- _Given data_
------------------------
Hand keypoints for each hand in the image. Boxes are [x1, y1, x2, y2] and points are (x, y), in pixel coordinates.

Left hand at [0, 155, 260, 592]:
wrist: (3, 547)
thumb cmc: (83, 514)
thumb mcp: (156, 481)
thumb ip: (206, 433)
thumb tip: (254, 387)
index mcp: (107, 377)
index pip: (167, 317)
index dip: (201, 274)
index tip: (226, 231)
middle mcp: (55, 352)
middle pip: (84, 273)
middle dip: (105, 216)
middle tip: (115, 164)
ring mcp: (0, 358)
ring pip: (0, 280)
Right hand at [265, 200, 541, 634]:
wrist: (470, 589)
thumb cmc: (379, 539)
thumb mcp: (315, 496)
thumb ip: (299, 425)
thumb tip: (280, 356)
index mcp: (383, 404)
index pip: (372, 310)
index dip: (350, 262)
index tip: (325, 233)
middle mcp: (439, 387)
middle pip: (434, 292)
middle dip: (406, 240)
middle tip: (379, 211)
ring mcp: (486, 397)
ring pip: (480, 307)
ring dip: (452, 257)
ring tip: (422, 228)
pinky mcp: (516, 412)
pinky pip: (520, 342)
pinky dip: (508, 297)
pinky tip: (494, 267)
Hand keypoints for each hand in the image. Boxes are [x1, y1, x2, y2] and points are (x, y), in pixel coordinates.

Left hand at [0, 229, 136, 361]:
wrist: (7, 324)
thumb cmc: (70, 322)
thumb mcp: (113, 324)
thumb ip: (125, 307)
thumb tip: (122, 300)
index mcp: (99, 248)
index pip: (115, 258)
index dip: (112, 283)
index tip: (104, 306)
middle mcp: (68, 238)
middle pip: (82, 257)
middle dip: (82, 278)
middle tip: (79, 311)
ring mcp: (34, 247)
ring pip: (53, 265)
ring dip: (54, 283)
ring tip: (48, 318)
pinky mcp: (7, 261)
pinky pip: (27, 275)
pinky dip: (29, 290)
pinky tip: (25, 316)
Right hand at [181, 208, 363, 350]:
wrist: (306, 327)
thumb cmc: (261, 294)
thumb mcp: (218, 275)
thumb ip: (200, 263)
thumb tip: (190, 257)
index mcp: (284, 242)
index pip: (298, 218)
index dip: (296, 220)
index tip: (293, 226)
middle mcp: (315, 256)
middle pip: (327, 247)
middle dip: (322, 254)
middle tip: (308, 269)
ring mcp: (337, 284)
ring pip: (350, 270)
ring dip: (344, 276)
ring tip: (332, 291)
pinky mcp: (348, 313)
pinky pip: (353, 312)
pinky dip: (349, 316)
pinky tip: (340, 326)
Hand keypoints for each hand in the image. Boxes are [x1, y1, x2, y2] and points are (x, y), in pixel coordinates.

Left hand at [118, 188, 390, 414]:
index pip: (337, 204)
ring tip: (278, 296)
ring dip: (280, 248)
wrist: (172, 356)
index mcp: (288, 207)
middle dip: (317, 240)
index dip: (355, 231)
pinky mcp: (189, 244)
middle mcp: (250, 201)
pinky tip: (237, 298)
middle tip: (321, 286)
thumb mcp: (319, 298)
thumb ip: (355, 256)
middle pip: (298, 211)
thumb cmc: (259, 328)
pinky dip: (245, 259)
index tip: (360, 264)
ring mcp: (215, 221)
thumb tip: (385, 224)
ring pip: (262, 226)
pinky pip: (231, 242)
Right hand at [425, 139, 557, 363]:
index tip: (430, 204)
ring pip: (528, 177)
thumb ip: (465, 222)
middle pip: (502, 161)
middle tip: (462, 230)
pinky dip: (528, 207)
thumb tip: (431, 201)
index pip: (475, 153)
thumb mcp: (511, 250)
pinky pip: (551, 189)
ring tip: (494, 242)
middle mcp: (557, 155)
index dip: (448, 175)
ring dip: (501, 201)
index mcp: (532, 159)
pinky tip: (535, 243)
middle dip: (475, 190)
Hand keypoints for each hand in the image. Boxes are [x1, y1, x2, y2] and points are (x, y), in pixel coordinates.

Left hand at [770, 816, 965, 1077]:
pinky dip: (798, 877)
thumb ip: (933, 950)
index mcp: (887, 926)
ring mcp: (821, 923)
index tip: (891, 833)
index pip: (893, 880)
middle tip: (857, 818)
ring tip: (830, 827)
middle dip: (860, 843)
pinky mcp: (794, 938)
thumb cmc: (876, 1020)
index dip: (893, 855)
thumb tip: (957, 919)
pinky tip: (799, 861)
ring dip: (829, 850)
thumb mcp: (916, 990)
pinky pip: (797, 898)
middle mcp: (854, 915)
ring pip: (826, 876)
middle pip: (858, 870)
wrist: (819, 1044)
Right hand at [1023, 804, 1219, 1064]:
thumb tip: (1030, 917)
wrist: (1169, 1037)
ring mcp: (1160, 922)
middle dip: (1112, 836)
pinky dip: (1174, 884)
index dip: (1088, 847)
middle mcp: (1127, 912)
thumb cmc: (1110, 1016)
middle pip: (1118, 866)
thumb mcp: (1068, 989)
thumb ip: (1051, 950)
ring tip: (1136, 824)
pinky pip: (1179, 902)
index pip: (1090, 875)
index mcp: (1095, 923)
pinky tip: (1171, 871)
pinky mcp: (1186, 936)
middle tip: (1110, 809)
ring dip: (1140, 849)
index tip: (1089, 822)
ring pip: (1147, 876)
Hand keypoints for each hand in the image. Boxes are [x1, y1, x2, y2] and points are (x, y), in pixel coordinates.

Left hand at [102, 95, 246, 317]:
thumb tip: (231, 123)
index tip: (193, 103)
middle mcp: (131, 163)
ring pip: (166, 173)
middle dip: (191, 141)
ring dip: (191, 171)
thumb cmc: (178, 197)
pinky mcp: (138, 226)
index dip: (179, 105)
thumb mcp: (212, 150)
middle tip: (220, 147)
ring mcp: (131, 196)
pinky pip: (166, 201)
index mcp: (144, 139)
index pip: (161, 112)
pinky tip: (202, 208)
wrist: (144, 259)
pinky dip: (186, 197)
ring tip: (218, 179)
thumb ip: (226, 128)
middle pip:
------------------------
- _Exercise directions_
The string "Left" may appear in the lines of the records above. State how many lines contain it, with no other words.

- _Result of the exercise_
5